Uniswap’s UNI is having one of its strongest days of 2026 — and the catalysts arriving simultaneously make the +20.5% move significantly more than a simple altcoin sympathy rally. A major global bank just initiated coverage with one of the boldest long-term crypto price targets issued by a traditional financial institution this year — and the timing aligns with a textbook technical setup and an improving macro backdrop.
As we covered in our Bitcoin US-Iran peace deal and Wyckoff accumulation article — the permanent peace deal between the US and Iran has been the dominant macro catalyst lifting crypto markets broadly this week. UNI’s rally is benefiting from that same risk-on tailwind — but the Standard Chartered forecast gives it a fundamental story that extends well beyond this week’s news cycle.
UNI at a Glance — June 17, 2026

Standard Chartered’s Bold Call — $100 UNI by 2030
In a research report released on June 15, 2026 — Standard Chartered Bank initiated coverage on Uniswap with an unusually bullish long-term outlook for a traditional financial institution covering a DeFi token.
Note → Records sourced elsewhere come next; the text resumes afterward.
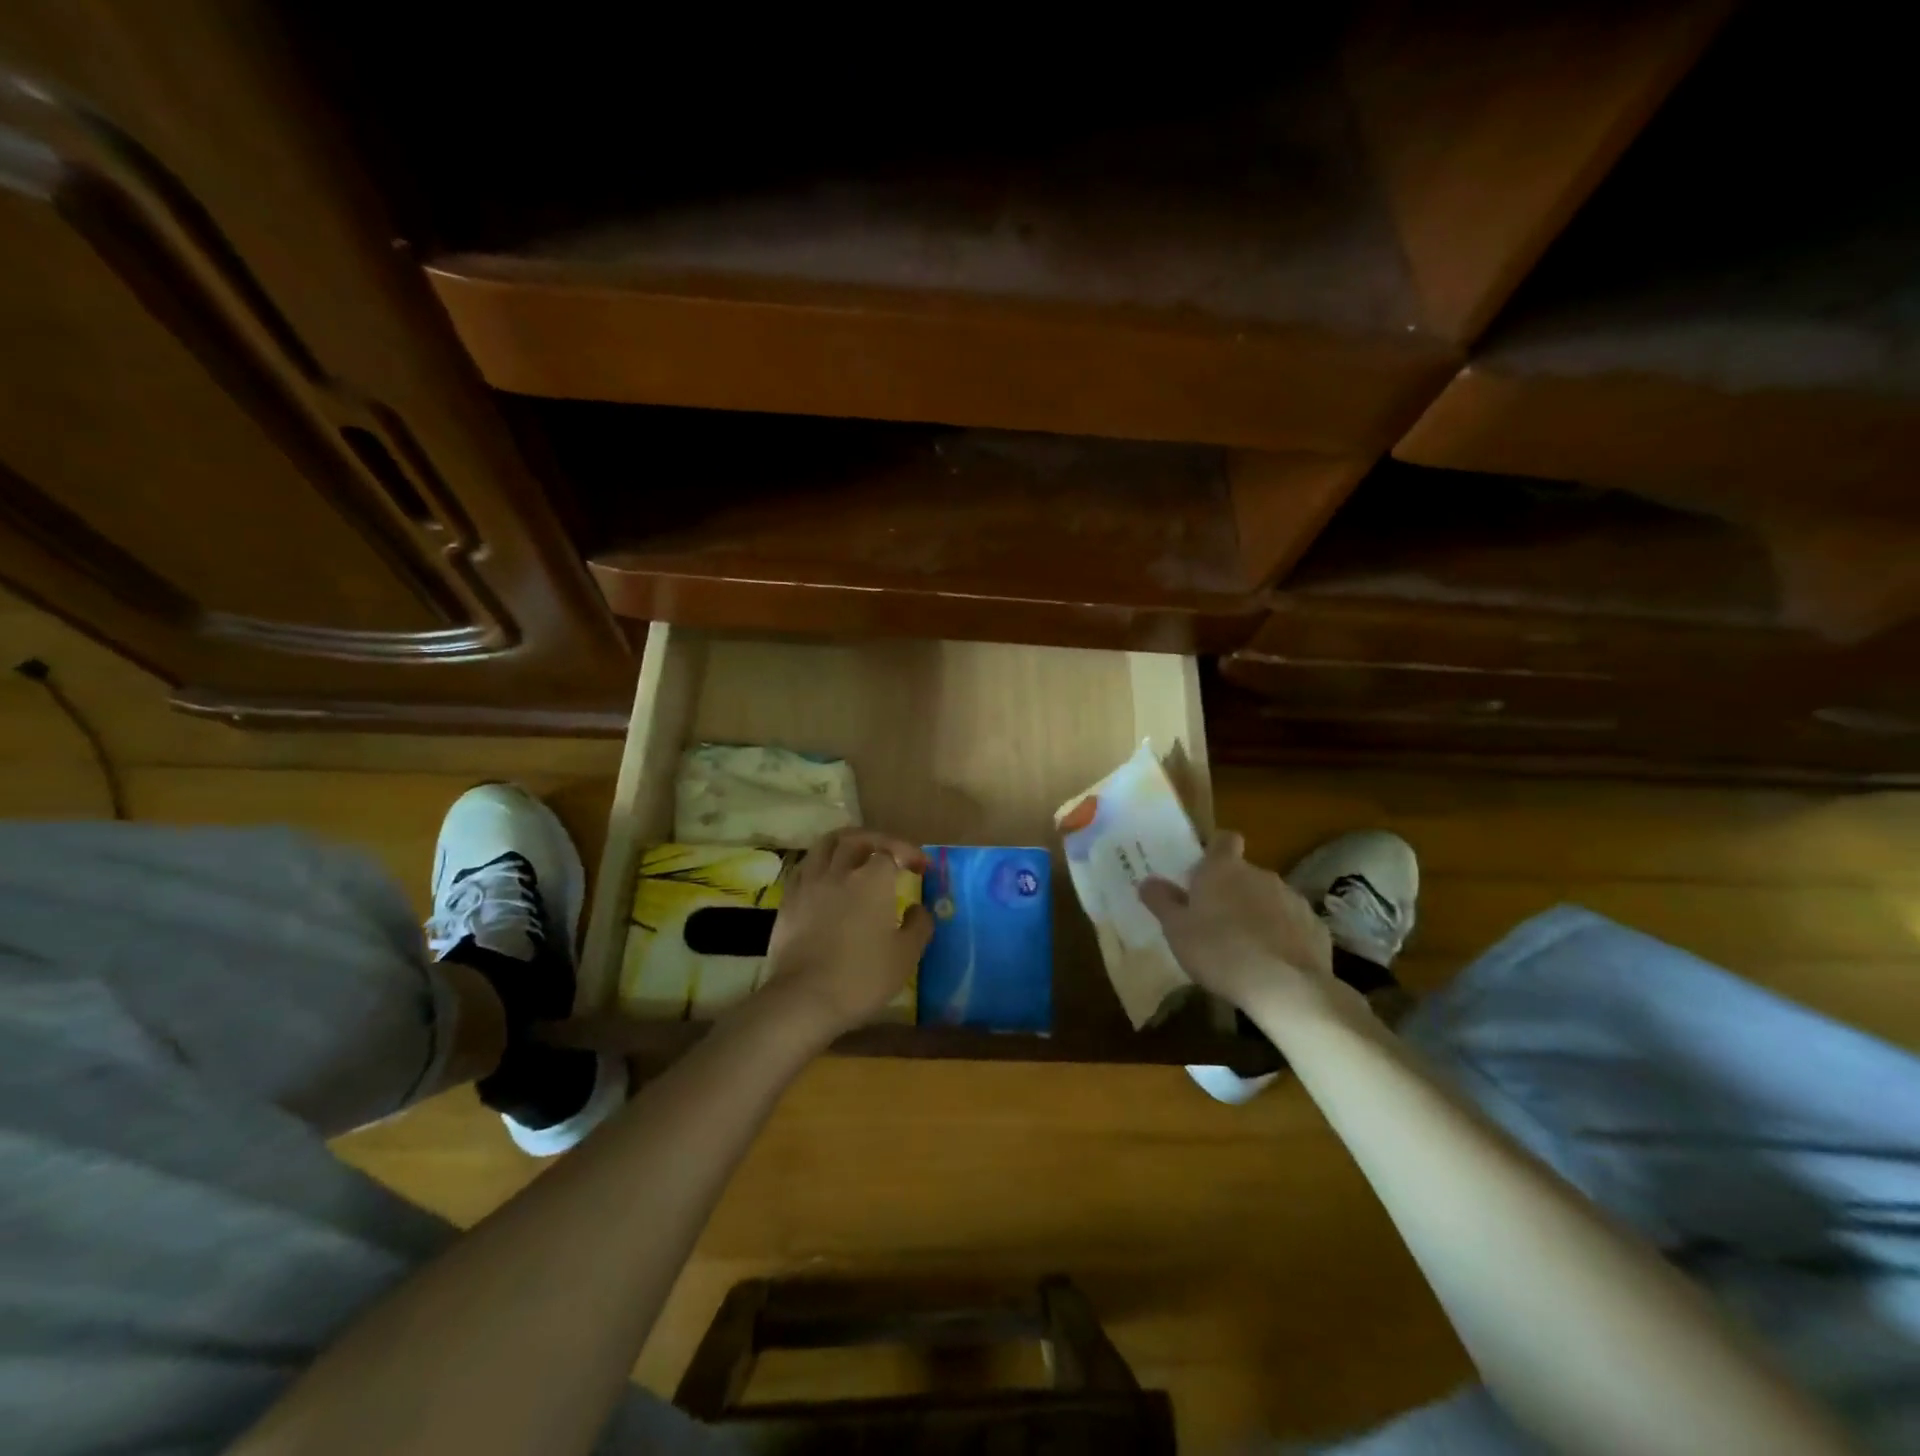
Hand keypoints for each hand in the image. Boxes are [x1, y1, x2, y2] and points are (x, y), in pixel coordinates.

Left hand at [761, 829, 932, 1040]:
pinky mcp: (788, 900)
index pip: (891, 852)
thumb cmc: (862, 977)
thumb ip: (918, 926)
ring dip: (845, 843)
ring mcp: (809, 883)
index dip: (908, 855)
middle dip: (877, 840)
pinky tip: (827, 878)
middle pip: (856, 838)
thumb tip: (917, 909)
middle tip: (889, 852)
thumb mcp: (906, 956)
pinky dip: (820, 863)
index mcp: (872, 880)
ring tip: (856, 854)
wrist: (805, 999)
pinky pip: (805, 867)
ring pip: (825, 845)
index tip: (920, 868)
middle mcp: (839, 872)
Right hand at [1139, 831, 1339, 1017]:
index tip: (1203, 873)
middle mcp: (1260, 875)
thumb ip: (1161, 902)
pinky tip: (1272, 963)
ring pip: (1269, 898)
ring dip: (1257, 913)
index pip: (1223, 840)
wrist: (1286, 988)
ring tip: (1244, 947)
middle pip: (1243, 873)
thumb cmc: (1219, 951)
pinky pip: (1292, 924)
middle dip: (1231, 891)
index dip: (1214, 851)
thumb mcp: (1176, 930)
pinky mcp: (1316, 926)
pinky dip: (1282, 935)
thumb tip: (1148, 881)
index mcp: (1223, 869)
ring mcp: (1292, 899)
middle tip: (1214, 922)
The bank’s headline projection: UNI could rise 40x from recent levels near $2.50 to $100 by the end of 2030.
The progression is notable for its acceleration pattern in the early years followed by moderation — the largest single-year jump is from 2026 to 2027 (2.6x to 8x) — suggesting Standard Chartered expects the most significant re-rating to happen relatively soon, with the later years representing more measured compounding growth as the thesis matures.
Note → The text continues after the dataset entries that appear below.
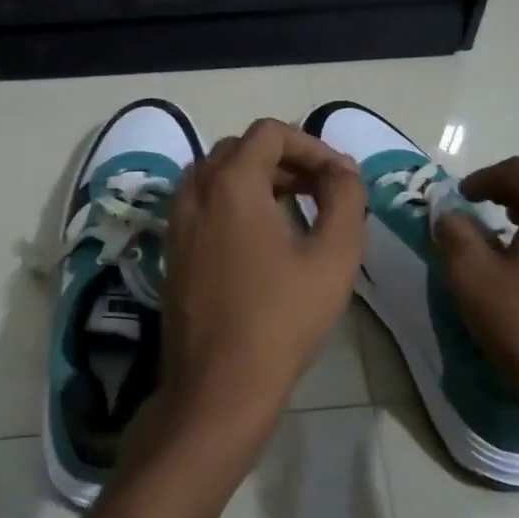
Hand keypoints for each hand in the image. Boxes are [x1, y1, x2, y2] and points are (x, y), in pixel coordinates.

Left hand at [146, 119, 365, 464]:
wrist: (219, 384)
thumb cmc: (282, 318)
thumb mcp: (334, 256)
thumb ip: (346, 199)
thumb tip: (342, 170)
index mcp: (231, 183)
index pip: (270, 133)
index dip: (311, 145)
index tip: (339, 178)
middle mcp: (196, 192)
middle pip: (241, 149)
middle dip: (285, 159)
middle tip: (320, 190)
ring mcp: (177, 222)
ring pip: (217, 175)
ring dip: (257, 178)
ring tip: (294, 209)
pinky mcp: (172, 250)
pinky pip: (202, 203)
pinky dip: (233, 201)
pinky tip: (261, 238)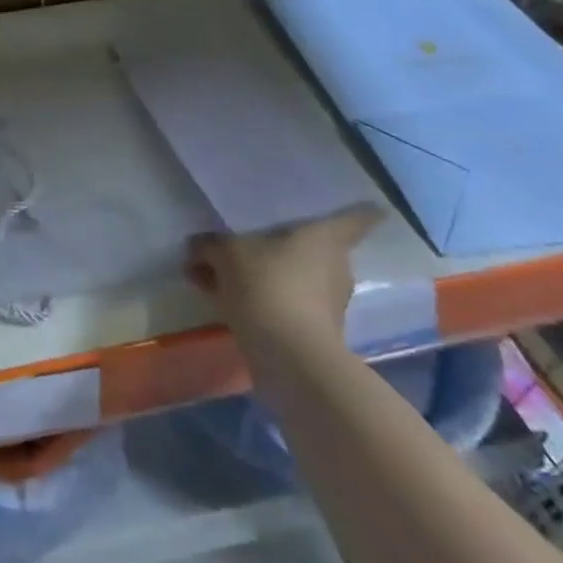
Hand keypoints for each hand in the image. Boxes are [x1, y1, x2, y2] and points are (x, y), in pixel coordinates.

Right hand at [186, 207, 379, 350]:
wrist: (290, 358)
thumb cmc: (268, 286)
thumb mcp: (226, 253)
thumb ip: (210, 244)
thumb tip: (198, 245)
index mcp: (325, 238)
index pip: (353, 219)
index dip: (358, 210)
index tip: (364, 204)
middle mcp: (334, 266)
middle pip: (310, 246)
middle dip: (280, 244)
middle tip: (245, 235)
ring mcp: (327, 301)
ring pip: (289, 275)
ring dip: (258, 272)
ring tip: (214, 270)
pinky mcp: (313, 330)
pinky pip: (280, 300)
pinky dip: (256, 297)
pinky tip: (218, 295)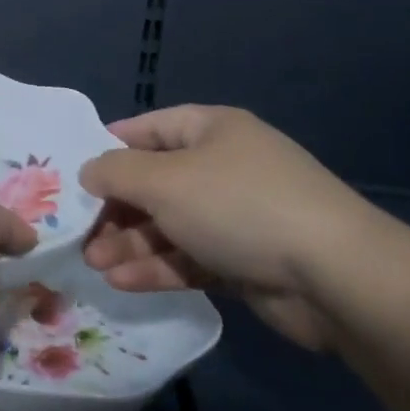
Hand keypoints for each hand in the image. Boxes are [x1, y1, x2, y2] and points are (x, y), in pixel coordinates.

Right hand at [80, 105, 391, 351]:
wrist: (335, 277)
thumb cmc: (239, 206)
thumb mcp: (164, 181)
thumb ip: (116, 172)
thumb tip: (88, 170)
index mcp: (211, 129)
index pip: (149, 128)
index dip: (111, 146)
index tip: (74, 172)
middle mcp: (223, 167)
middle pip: (155, 182)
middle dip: (116, 209)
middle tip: (79, 234)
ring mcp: (237, 216)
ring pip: (170, 225)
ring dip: (131, 243)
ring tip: (92, 264)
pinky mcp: (245, 261)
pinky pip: (190, 257)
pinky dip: (158, 267)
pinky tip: (123, 282)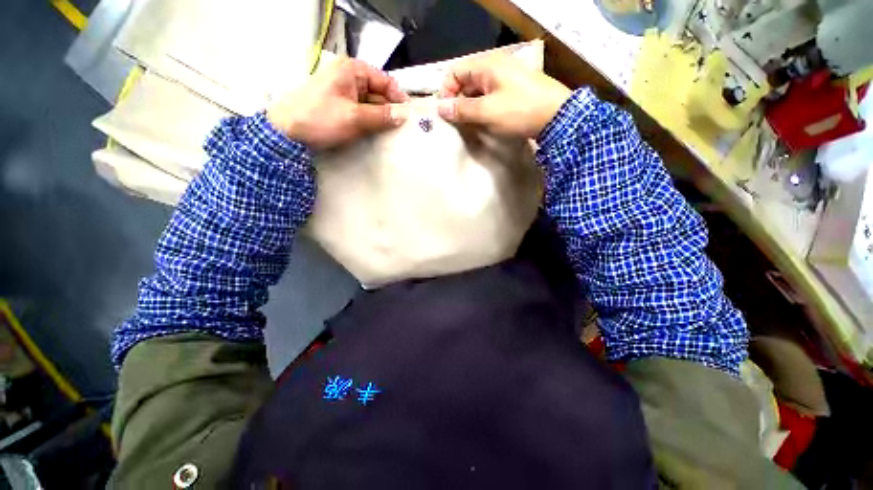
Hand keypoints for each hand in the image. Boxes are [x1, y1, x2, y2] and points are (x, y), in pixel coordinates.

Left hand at [267, 58, 408, 148]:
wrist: (287, 131)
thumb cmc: (321, 118)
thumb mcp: (354, 118)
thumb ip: (381, 116)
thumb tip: (403, 116)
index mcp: (352, 71)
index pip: (385, 81)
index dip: (398, 98)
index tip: (409, 117)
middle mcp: (349, 77)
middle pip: (379, 93)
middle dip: (390, 110)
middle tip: (402, 130)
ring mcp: (344, 92)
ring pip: (371, 104)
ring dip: (381, 118)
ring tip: (392, 134)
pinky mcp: (340, 106)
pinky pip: (361, 112)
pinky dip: (370, 122)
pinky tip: (376, 133)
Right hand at [437, 54, 570, 137]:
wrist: (557, 116)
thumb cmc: (519, 111)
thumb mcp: (487, 111)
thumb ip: (462, 109)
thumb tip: (440, 108)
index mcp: (486, 66)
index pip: (455, 72)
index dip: (447, 92)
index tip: (447, 113)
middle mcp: (495, 68)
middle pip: (466, 81)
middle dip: (458, 101)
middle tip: (457, 123)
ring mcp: (505, 79)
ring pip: (478, 91)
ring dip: (470, 107)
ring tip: (469, 125)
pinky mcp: (513, 91)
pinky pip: (490, 97)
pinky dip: (482, 109)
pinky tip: (483, 122)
The thesis — tokenized RWAs flooding into DeFi:
Standard Chartered’s bull case is not built on speculative trading volume or token incentive programs. It rests on a structural thesis about where global finance is heading: the bank expects the value of tokenized real-world assets active in DeFi to grow 37x by 2030.
This is the same broader trend we have been documenting extensively — as we covered in our Coinbase tokenized stocks announcement — tokenized equities, bonds, real estate, and other traditional assets are increasingly moving on-chain. Standard Chartered’s view is that as this RWA tokenization wave accelerates — Uniswap is positioned as the leading decentralised trading infrastructure that will capture the resulting liquidity and trading volume.
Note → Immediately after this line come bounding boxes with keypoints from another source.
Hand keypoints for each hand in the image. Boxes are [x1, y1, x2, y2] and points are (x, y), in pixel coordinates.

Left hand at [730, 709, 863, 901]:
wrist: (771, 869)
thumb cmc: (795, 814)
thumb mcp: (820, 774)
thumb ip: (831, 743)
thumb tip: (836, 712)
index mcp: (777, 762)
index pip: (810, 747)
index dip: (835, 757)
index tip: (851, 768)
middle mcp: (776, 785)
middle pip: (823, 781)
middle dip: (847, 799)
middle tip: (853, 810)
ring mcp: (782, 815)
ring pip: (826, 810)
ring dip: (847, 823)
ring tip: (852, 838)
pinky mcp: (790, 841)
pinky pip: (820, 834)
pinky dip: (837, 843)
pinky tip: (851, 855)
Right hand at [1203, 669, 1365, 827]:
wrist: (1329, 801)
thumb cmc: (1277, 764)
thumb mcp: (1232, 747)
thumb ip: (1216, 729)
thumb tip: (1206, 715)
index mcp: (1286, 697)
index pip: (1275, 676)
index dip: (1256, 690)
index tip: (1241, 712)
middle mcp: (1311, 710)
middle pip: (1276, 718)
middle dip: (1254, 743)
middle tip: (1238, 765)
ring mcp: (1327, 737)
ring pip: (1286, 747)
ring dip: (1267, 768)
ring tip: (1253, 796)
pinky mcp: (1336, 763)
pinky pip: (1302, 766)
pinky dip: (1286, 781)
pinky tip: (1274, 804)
The logic is straightforward: tokenized assets need a place to be traded on-chain. Uniswap — as the largest decentralised exchange with the deepest liquidity and the most established infrastructure — is the natural venue for that trading activity to concentrate. If RWA value in DeFi grows 37x as the bank projects — even a stable share of that volume flowing through Uniswap would represent enormous growth in the protocol’s fee revenue and, by extension, UNI’s value.

Technical Analysis — Power of 3 (PO3) Structure Points to $6.02
Beyond the fundamental forecast — UNI’s chart is displaying one of the cleaner Power of 3 setups visible in the current altcoin market.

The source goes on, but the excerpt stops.